The college or university itself should be accredited. Look for a regionally accredited school based on that school's location. The six regional accreditation agencies are The Middle States Association of Colleges and Schools, The New England Association of Schools and Colleges, The North Central Association of Schools and Colleges, The Northwest Association of Schools and Colleges, The Southern Association of Schools and Colleges, and The Western Association of Schools and Colleges.
Online-only schools should have accreditation from the Distance Education Accrediting Commission, the Distance Education and Training Council, or the Accrediting Commission of Career Schools and Colleges but they should also hold regional accreditation.
Accreditation is an important part of the selection process. It adds value to a Diploma/Certificate in Physical Therapy Assisting degree by offering wider acceptance than degrees from non-accredited schools receive. Accreditation ensures employers and other reviewers of your educational background that you have a quality education in Physical Therapy Assisting. It informs potential employers that the graduate has the expected level of education and knowledge to perform work in today's high-paced, technology-driven environments.
The Department of Education designates regional and national accreditation agencies. It is also through this department that educational loans and grants are provided to college students. The federal policy is to limit student loans to schools and colleges with acceptable accreditation. Which means that, if your school isn't accredited, you will likely not be eligible to receive any financial aid. For many students, accreditation is key to getting funds to pay for the substantial costs of a degree in Physical Therapy Assisting.
Colleges and universities generally charge per credit hour for Physical Therapy Assisting courses. Multiply the cost by the number of credits you're taking for your total semester's financial commitment. Program fees may not be included in the stated tuition rate.
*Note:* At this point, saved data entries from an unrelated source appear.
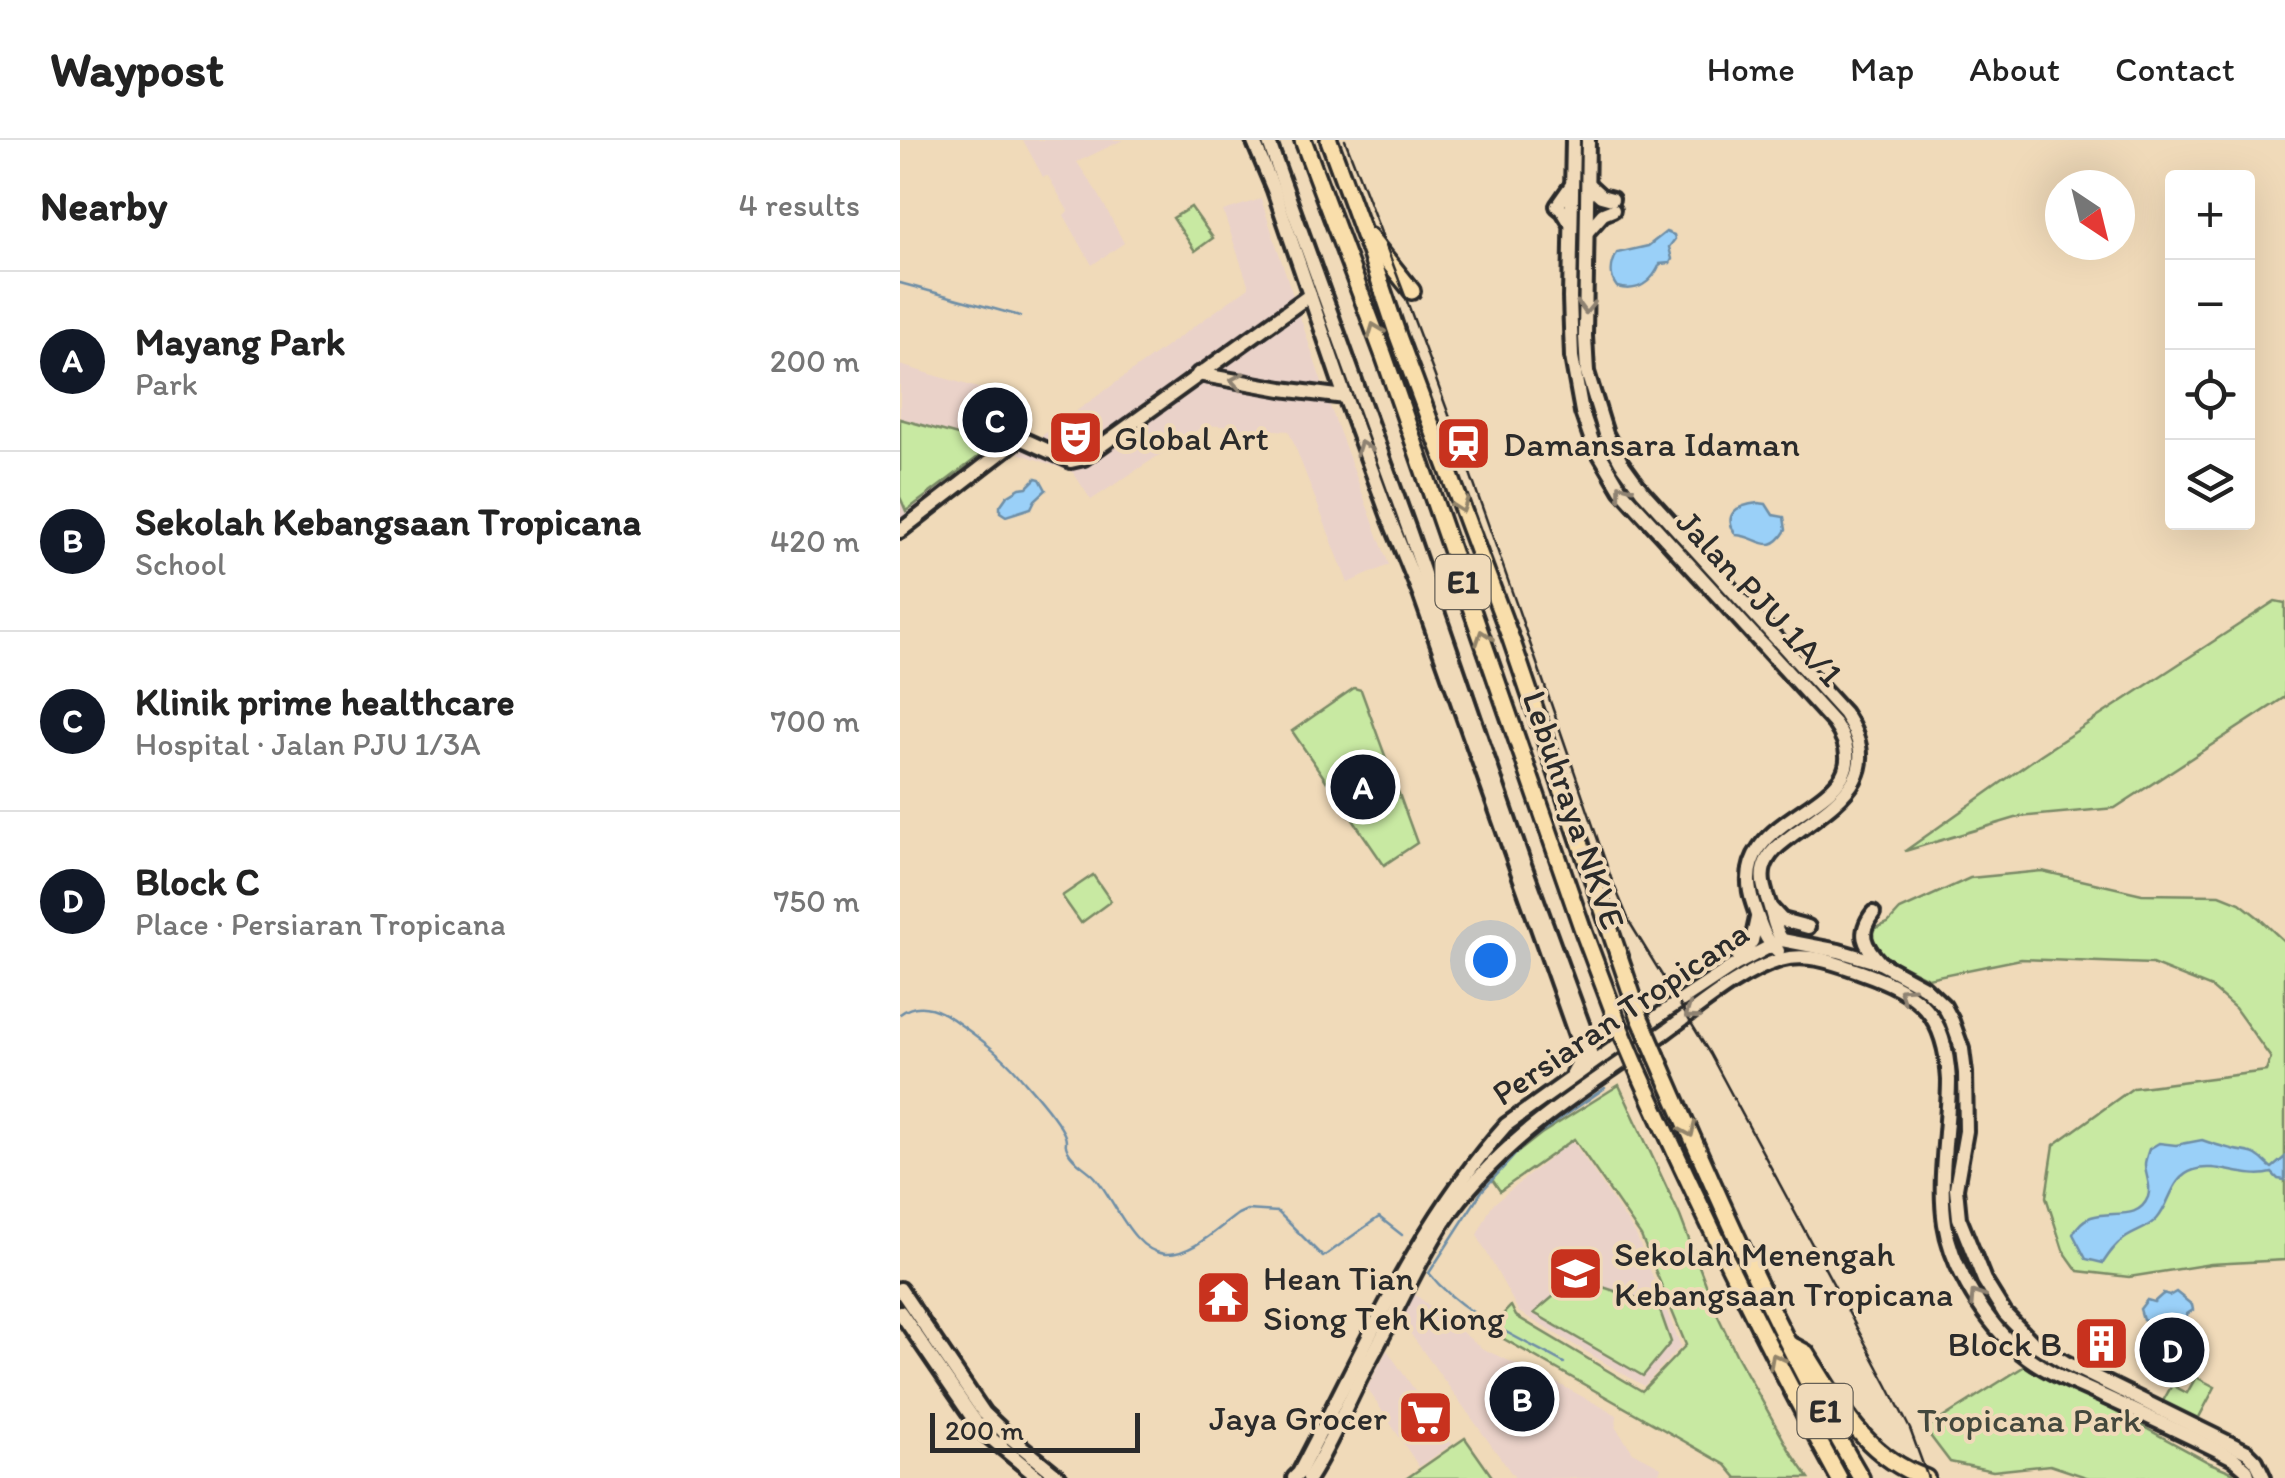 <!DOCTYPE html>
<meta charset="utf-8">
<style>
body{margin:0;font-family:Itim,sans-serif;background:#f6f6f6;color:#222}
.controls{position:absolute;right:30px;top:30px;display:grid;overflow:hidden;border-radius:10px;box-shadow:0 10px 40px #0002}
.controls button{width:90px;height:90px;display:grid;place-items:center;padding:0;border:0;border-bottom:2px solid #e0e0e0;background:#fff;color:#222;font:50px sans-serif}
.compass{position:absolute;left:1145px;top:30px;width:90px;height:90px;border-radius:50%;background:#fff;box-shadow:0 10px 40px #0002;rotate:145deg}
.scale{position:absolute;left:30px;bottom:25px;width:210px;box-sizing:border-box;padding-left:10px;border:5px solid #2b2b2b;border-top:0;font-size:28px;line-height:35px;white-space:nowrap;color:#2b2b2b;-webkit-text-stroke:8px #f0dab9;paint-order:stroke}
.you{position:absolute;left:590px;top:820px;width:35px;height:35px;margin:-25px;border:8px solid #fff;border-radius:50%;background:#1a73e8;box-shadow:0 0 0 15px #1a73e833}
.badge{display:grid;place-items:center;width:65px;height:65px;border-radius:50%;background:#111827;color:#fff;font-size:32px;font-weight:700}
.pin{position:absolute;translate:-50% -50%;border:5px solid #fff;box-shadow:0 2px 10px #0006}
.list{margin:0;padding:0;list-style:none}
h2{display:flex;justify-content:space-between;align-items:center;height:130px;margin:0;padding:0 40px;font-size:42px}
h2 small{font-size:32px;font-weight:400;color:#767676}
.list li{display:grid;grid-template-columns:65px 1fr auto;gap:30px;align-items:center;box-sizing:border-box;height:180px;padding:0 40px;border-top:2px solid #e0e0e0}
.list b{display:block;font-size:38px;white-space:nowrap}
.list p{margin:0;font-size:32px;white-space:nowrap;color:#767676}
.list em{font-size:32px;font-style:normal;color:#767676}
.icon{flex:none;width:55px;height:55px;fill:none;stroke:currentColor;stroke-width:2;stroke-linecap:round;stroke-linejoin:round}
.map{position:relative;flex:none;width:1385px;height:1338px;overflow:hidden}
header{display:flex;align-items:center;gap:60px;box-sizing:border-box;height:140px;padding:0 50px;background:#fff;border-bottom:2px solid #e0e0e0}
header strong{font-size:48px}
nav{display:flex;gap:55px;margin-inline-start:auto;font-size:35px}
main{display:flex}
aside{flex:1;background:#fff}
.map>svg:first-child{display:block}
.built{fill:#ead2c9}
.green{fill:#c8e9a2;stroke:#7a8a66;stroke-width:2.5}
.water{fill:#9ad0f8;stroke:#6e8ea6;stroke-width:2.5}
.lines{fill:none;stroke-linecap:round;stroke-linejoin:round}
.stream{stroke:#6e8ea6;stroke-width:2.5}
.secondary-casing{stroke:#2b2b2b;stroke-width:20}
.highway-casing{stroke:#2b2b2b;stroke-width:22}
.secondary{stroke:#f0dab9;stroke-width:12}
.highway{stroke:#f9deab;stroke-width:15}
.tram{stroke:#2b2b2b;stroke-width:2.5}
.highway-bridge-casing{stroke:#2b2b2b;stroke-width:22;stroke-linecap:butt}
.highway-bridge{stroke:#f9deab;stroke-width:15}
.oneway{stroke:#8e8272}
.oneway2{stroke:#92846b}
.labels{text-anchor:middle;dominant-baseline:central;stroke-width:8;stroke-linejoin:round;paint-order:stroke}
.shield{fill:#f0dab9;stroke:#666056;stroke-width:2.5}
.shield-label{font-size:32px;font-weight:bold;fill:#2b2b2b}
.poi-label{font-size:35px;fill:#2b2b2b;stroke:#f0dab9;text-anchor:start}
.street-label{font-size:35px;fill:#2b2b2b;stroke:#f0dab9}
.park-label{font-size:35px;fill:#43483d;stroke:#f0dab9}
</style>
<header>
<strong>Waypost</strong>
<nav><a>Home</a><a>Map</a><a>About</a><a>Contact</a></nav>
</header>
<main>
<aside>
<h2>Nearby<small>4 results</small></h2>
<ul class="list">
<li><span class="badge">A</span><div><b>Mayang Park</b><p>Park</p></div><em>200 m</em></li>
<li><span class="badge">B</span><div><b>Sekolah Kebangsaan Tropicana</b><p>School</p></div><em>420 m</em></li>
<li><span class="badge">C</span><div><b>Klinik prime healthcare</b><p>Hospital · Jalan PJU 1/3A</p></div><em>700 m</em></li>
<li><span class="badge">D</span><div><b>Block C</b><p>Place · Persiaran Tropicana</p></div><em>750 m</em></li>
</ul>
</aside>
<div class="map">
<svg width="1385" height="1338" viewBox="0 0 1385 1338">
<rect width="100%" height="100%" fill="#f0dab9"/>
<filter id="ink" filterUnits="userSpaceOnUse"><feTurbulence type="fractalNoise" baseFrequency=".01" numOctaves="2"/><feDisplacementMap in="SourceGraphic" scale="20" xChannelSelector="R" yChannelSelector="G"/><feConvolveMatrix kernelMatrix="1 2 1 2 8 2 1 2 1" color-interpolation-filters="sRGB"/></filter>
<g filter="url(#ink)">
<g class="built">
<polygon points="123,0 223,0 177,22 199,55 224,103 192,125 164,75 168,71 148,36 143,37"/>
<polygon points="361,59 428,261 489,425 448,443 389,291 305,285 191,360 173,332 118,313 349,147 323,71"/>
<polygon points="0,225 129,263 110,300 0,384"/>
<polygon points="672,1000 736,1095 781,1206 744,1246 619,1172 577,1095 592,1065"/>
<polygon points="511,1151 583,1209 657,1243 717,1275 716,1288 733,1312 761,1327 758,1338 615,1338 507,1189 501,1172"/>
<polygon points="487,1210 552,1304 519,1327 467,1248"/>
</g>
<g class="green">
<polygon points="291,67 313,98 295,111 273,78"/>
<polygon points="0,279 94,305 6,371 0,357"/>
<polygon points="1375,461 1385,463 1385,557 1215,668 1119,677 1005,711 1140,615"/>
<polygon points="454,548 461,550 517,703 484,725 392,591"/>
<polygon points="1142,731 1242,754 1320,755 1340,763 1359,778 1385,802 1385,1120 1311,1124 1229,1137 1178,1131 1163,1110 1146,1057 1154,1005 1233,948 1366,931 1371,918 1335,868 1312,848 1252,824 1121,819 1028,838 975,811 971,790 988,783 1000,770 1070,738"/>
<polygon points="193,735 211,761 181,783 162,756"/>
<polygon points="719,945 780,1076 818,1176 836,1214 890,1311 909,1338 837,1338 826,1325 588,1190 611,1166 616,1176 742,1251 786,1205 741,1096 674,999 600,1051 589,1035 641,994"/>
<polygon points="675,1138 758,1165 771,1202 743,1236 634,1173"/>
<polygon points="1128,1224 1310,1323 1332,1332 1338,1338 1189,1338 1150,1325 1093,1331 1050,1322 1025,1289"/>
<polygon points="1296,1237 1315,1247 1297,1281 1262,1263 1272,1245 1287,1253"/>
<polygon points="565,1298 593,1338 507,1338"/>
</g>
<g class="water">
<path d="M766,92L774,95L775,99L769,107L772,119L770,123L760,124C752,142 738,153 717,147C709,137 711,124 717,113L748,106Z"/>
<polygon points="136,338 140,339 146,350 135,360 131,368 106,376 100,372 100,366 107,356 120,348 127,347"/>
<path d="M858,363L866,364L873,375L884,377L886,390C869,418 859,396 836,395C822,374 837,365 858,363Z"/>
<path d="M1302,1000C1312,1004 1324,1007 1335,1010C1342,1012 1352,1011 1359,1017C1364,1020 1367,1025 1372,1028L1385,1017V1040L1378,1039L1372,1033C1347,1040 1316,1022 1294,1030C1271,1037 1271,1063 1257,1079C1248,1089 1235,1091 1224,1099C1215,1105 1209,1114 1203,1123L1186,1119L1173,1094C1191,1057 1235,1090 1248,1057C1252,1045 1245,1036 1245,1024C1245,1021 1248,1012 1249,1009L1259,1003L1276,1005Z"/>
<path d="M1276,1152L1292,1165L1293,1170L1287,1174V1176C1275,1183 1256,1185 1243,1179L1240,1169L1247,1160L1254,1162L1263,1154L1269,1156Z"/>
</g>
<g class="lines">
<g class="stream">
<polyline points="0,143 120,176"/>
<path d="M0,874C20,858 43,871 61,885C82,900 102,915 119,935C131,949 159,979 165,996C168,1006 163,1001 168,1011C173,1022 187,1028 195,1037C215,1060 232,1111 265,1114C291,1116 318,1088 338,1074L347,1070L378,1072L423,1117L479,1077L502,1095"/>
<path d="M664,1223C618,1197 562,1175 529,1133L582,1051L627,1002L705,948"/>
</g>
<defs>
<g id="secondary">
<polyline points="353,0 374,50 445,257 490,380 520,454 678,901 681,918 673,933"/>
<polyline points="368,0 510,393 623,722 689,903 691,923"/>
<path d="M673,0L670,158L672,217L682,272L692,301L721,350L934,583C996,671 820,666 853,763C859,781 863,798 878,811"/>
<path d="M688,0L685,196L687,232L706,294L721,322L742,351L944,573C985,634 941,659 895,693C882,703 869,711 864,727C860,739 865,752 869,764C873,776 874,789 882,800"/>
<polyline points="689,45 701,56 712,59"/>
<polyline points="669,81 663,71 657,66 671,46"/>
<polyline points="687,92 703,74 713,70"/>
<polyline points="298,234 382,249 445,257"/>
<polyline points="0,391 120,298 171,321 184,318 410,155"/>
<polyline points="871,768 882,780 908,787"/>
<path d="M973,773C958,793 963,804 980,823"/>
<polyline points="839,819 852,801 857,778"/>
<polyline points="0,1149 84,1273 105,1293 160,1338"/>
<polyline points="0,1172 81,1290 139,1338"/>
<path d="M394,1338L399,1333C463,1213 515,1087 606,985L767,870L835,825L882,800L939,811L980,823L1024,847L1044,866L1052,881L1062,909L1065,933L1066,991L1056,1048L1059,1078L1084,1140L1105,1174L1133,1203L1166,1223L1347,1312L1356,1321L1364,1338"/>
<path d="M409,1338C427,1310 440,1280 454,1251C467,1223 483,1197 496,1170C511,1141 525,1111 543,1083C601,997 682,951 765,892C800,867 838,833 880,820C908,812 935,823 961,832C1021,853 1045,874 1049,940C1049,987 1038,1037 1045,1084C1052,1129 1087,1185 1122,1213C1145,1232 1175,1243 1203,1256C1246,1276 1291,1296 1333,1318L1346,1329L1349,1338"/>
</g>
<g id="highway">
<polyline points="403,0 484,216 684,793 719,886"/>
<polyline points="429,0 470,112 498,196 611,499 740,878"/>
<polyline points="469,97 512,151"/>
<path d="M757,917C819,1060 882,1204 961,1338"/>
<path d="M736,926C799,1066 865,1204 939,1338"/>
<path d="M893,1206L906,1213C939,1265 964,1316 1026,1338"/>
</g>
</defs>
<use href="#secondary" class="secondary-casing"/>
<use href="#highway" class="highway-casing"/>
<use href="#secondary" class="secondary"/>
<use href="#highway" class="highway"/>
<path class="tram" d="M445,0C541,243 626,490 711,738L730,783L810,914L987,1244L1010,1289L1028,1338"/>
<defs>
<g id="highway-bridge">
<polyline points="740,878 757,917"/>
<polyline points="719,886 736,926"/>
</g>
</defs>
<use href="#highway-bridge" class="highway-bridge-casing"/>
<use href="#highway-bridge" class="highway-bridge"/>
</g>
<defs><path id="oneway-chevron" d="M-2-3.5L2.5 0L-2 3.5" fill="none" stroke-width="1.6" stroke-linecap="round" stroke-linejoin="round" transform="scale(2.5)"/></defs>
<g class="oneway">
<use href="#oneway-chevron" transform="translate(686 167) rotate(92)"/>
<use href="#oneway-chevron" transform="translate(337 241) rotate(-170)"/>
<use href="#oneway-chevron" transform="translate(463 308) rotate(-110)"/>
<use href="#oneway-chevron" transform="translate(723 350) rotate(-128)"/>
<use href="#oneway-chevron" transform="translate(1005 853) rotate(-147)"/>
<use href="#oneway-chevron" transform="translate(791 873) rotate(145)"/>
<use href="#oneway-chevron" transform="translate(1076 1157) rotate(-123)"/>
</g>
<g class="oneway2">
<use href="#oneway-chevron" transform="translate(475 190) rotate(-111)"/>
<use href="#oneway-chevron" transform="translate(561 366) rotate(70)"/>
<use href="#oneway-chevron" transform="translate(583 497) rotate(-109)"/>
<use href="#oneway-chevron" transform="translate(789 990) rotate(66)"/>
<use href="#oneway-chevron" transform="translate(876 1220) rotate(-118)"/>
</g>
</g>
<defs>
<symbol id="theatre-square" viewBox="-11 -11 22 22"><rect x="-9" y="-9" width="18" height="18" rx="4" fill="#c8321e" stroke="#f0dab9"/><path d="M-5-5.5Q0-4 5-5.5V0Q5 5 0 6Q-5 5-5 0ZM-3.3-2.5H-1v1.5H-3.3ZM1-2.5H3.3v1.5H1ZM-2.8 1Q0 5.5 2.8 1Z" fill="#fff"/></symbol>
<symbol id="station-square" viewBox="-11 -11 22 22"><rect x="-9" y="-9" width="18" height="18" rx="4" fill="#c8321e" stroke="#f0dab9"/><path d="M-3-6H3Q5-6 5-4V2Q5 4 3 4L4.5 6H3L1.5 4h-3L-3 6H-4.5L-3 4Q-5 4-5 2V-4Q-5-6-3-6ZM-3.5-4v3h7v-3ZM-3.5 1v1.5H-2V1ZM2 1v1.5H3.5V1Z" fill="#fff"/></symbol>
<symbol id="school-square" viewBox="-11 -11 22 22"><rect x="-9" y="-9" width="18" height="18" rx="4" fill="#c8321e" stroke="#f0dab9"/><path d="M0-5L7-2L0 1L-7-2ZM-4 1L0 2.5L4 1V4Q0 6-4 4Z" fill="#fff"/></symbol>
<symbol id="temple-square" viewBox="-11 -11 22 22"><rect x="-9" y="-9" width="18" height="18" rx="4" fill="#c8321e" stroke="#f0dab9"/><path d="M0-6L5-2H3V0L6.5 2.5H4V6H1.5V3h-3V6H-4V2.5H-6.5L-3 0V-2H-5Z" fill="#fff"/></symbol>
<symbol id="building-square" viewBox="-11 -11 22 22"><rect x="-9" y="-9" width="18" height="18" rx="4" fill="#c8321e" stroke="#f0dab9"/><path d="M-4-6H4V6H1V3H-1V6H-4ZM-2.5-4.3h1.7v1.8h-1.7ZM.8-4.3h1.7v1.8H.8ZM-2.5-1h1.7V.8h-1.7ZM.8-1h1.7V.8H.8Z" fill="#fff"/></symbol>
<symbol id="supermarket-square" viewBox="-11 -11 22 22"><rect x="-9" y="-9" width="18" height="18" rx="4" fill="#c8321e" stroke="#f0dab9"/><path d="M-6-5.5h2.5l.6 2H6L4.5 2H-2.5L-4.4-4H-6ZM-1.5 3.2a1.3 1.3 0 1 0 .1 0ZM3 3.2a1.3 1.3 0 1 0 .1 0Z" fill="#fff"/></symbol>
</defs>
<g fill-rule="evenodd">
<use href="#theatre-square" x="144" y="266" width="63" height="63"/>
<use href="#station-square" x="532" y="272" width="63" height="63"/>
<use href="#school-square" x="644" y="1102" width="63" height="63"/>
<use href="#temple-square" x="292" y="1126" width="63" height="63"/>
<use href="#building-square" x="1170" y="1172" width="63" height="63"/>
<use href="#supermarket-square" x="494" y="1246" width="63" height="63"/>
</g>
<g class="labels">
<g class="shield">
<rect x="535.5" y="415" width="55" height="54" rx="8"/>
<rect x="897.5" y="1244" width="55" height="54" rx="8"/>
</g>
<g class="shield-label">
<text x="563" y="442">E1</text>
<text x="925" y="1271">E1</text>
</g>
<g class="poi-label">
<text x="214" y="298">Global Art</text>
<text x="603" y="304">Damansara Idaman</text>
<text x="714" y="1114">Sekolah Menengah<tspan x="714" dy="40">Kebangsaan Tropicana</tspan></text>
<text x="363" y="1138">Hean Tian<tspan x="363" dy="40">Siong Teh Kiong</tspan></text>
<text x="1162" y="1204" text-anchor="end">Block B</text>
<text x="487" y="1278" text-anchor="end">Jaya Grocer</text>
</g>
<g class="street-label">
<text transform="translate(860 458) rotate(47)">Jalan PJU 1A/1</text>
<text transform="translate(674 670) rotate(71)">Lebuhraya NKVE</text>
<text transform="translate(720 873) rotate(-34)">Persiaran Tropicana</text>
</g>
<g class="park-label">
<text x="1129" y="1280">Tropicana Park</text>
</g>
</g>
</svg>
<div class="controls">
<button>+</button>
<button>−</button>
<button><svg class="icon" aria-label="locate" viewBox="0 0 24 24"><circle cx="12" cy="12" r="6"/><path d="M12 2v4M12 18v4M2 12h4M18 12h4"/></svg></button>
<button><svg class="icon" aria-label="layers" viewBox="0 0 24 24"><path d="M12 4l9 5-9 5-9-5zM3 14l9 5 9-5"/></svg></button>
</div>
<svg class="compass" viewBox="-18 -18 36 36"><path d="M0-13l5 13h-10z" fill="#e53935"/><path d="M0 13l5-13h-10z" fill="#767676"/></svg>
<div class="scale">200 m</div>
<div class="you"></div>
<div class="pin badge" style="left:463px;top:647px">A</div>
<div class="pin badge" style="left:622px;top:1259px">B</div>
<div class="pin badge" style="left:95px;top:280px">C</div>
<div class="pin badge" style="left:1272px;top:1210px">D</div>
</div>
</main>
If a university charges $331 per credit hour, multiply this by 12 or 15 (the number of credits you're taking per semester). For 12 credit hours, this is $3,972; for 15 credit hours, it's $4,965.
The College Board's Trends in Higher Education Series reported that the average cost of a two-year public Diploma/Certificate in Physical Therapy Assisting program was $4,900 if taken in-state. It was as much as $17,630 if taken at a private university or college. And be aware that, even if you are comfortable with the per credit hour cost of the program you are looking at, there will be other costs for fees, textbooks, and room and board if you live on campus.
If you are going to spend a lot of time and energy to attain an Physical Therapy Assisting degree, you will certainly want some job placement assistance as you near graduation. Discuss this with your admissions counselor when you are considering the right program. In fact, you might want to broaden that discussion by asking about how your school handles internships and if co-op programs are available. Experiential learning can help you not only gain the skills needed to land a job, but you can also cultivate a professional network that will help you build the career you deserve.